■ WORK TO COMPLETE: Using the listing, copy each whole line that features "Franklin".

■ DATA LISTING:
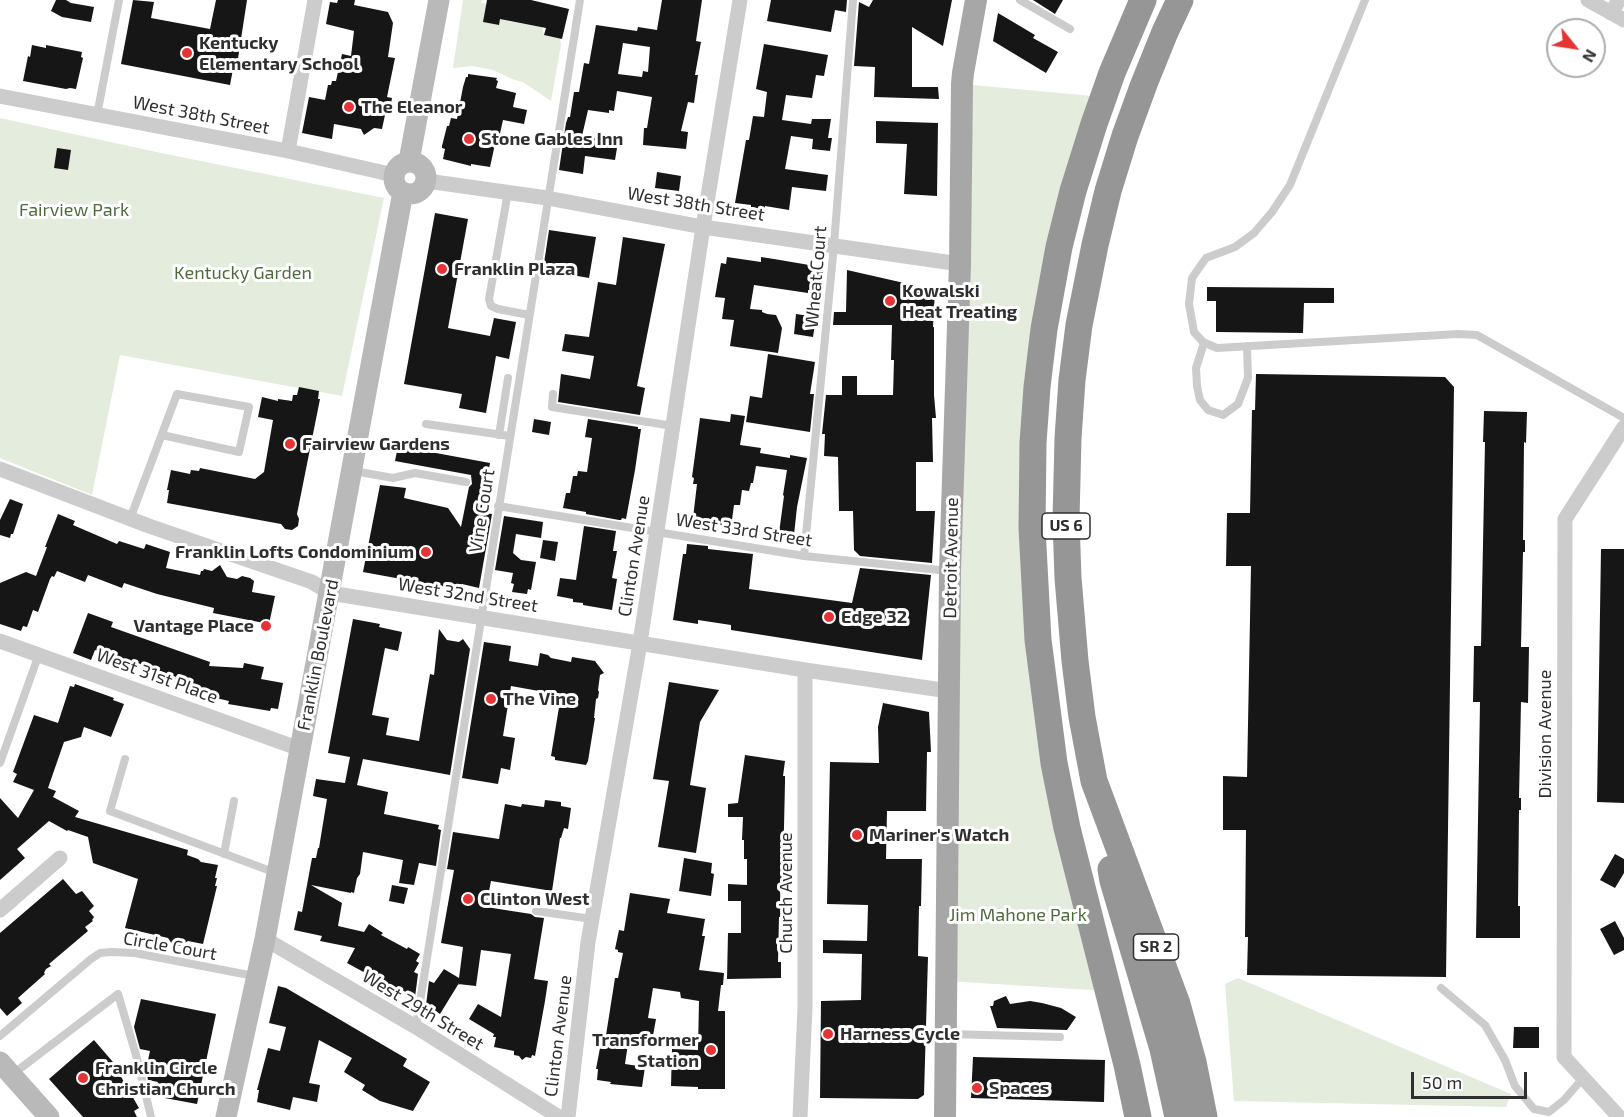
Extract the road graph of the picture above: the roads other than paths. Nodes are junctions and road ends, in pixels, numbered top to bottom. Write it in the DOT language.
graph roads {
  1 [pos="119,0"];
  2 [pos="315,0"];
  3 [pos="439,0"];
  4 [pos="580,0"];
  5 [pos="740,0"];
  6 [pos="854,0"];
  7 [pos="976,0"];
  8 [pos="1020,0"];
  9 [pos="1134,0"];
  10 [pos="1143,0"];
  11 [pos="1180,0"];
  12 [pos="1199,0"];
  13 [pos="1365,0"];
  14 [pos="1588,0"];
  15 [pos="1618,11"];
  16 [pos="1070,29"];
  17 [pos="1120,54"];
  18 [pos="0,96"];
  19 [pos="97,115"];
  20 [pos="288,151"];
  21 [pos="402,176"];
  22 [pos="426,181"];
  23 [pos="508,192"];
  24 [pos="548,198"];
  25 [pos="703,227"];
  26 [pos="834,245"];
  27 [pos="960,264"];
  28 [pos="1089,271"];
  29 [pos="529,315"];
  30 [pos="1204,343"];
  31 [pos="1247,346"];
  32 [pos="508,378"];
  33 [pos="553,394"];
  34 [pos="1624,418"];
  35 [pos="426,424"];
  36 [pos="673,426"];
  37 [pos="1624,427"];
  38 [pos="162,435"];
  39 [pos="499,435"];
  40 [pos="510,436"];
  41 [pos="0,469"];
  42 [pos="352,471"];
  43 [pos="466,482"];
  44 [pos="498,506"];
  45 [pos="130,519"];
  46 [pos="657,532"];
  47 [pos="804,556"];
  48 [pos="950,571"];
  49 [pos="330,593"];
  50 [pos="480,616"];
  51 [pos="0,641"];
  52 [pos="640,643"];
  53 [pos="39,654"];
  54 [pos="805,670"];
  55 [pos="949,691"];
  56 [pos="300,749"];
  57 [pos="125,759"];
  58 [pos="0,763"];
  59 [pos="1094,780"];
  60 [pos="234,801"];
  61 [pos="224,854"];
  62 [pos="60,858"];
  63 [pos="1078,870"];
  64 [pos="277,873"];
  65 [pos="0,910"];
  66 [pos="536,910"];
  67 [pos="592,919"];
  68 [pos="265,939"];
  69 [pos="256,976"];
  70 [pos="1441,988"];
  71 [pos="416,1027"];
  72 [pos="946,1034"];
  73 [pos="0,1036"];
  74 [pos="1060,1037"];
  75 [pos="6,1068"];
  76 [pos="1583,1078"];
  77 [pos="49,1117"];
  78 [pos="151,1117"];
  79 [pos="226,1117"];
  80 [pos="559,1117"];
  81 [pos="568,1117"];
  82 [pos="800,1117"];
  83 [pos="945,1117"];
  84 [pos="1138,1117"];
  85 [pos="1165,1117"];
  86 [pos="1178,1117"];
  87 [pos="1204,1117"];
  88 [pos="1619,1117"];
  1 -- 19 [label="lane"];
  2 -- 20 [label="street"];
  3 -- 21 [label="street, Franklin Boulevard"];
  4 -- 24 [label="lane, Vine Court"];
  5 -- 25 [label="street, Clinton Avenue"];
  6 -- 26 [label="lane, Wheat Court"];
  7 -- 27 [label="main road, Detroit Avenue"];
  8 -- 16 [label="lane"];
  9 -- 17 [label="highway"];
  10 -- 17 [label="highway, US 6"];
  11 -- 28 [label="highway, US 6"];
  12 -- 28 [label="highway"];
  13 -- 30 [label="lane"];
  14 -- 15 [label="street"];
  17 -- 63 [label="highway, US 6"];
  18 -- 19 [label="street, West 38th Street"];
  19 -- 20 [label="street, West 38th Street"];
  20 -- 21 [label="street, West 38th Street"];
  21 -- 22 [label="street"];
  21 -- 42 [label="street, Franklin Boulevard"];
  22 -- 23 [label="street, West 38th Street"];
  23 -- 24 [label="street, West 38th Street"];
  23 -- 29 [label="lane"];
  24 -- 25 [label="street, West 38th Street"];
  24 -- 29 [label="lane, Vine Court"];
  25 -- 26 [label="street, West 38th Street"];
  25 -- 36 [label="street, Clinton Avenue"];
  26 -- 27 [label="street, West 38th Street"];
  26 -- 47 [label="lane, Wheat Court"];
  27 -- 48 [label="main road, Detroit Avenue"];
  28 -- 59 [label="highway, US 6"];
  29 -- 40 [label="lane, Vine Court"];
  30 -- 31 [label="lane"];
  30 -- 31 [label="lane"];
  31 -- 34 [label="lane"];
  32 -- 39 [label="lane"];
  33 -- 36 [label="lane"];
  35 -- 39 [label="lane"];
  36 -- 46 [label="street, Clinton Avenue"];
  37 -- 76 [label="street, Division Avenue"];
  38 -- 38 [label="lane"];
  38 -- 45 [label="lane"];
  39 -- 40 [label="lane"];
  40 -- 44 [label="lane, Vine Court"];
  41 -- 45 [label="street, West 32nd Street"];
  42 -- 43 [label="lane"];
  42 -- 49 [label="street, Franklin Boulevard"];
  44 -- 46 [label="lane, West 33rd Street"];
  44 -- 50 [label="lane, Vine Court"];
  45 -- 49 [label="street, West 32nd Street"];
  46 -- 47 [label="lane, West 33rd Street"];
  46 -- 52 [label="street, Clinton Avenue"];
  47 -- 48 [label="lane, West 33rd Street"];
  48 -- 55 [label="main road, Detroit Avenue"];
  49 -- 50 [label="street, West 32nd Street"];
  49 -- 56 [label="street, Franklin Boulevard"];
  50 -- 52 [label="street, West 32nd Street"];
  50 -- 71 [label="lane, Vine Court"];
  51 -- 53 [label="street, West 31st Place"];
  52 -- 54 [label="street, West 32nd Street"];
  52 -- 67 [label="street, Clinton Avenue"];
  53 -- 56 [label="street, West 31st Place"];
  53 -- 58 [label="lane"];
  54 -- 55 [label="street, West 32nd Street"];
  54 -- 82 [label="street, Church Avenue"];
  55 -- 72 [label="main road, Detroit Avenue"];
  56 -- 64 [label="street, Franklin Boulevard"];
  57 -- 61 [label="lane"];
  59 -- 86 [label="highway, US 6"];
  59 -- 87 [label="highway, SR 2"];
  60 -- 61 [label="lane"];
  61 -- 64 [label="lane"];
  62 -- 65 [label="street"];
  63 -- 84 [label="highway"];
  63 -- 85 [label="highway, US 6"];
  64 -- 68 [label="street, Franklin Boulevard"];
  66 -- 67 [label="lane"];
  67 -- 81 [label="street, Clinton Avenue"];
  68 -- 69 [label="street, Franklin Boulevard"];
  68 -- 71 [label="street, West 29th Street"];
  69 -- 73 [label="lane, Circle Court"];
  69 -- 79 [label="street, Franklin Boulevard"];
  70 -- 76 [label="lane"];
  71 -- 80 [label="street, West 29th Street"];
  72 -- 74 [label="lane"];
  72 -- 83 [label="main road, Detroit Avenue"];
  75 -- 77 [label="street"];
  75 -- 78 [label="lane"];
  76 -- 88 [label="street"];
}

■ ANSWER TO THE EXERCISE:
  3 -- 21 [label="street, Franklin Boulevard"];
  21 -- 42 [label="street, Franklin Boulevard"];
  42 -- 49 [label="street, Franklin Boulevard"];
  49 -- 56 [label="street, Franklin Boulevard"];
  56 -- 64 [label="street, Franklin Boulevard"];
  64 -- 68 [label="street, Franklin Boulevard"];
  68 -- 69 [label="street, Franklin Boulevard"];
  69 -- 79 [label="street, Franklin Boulevard"];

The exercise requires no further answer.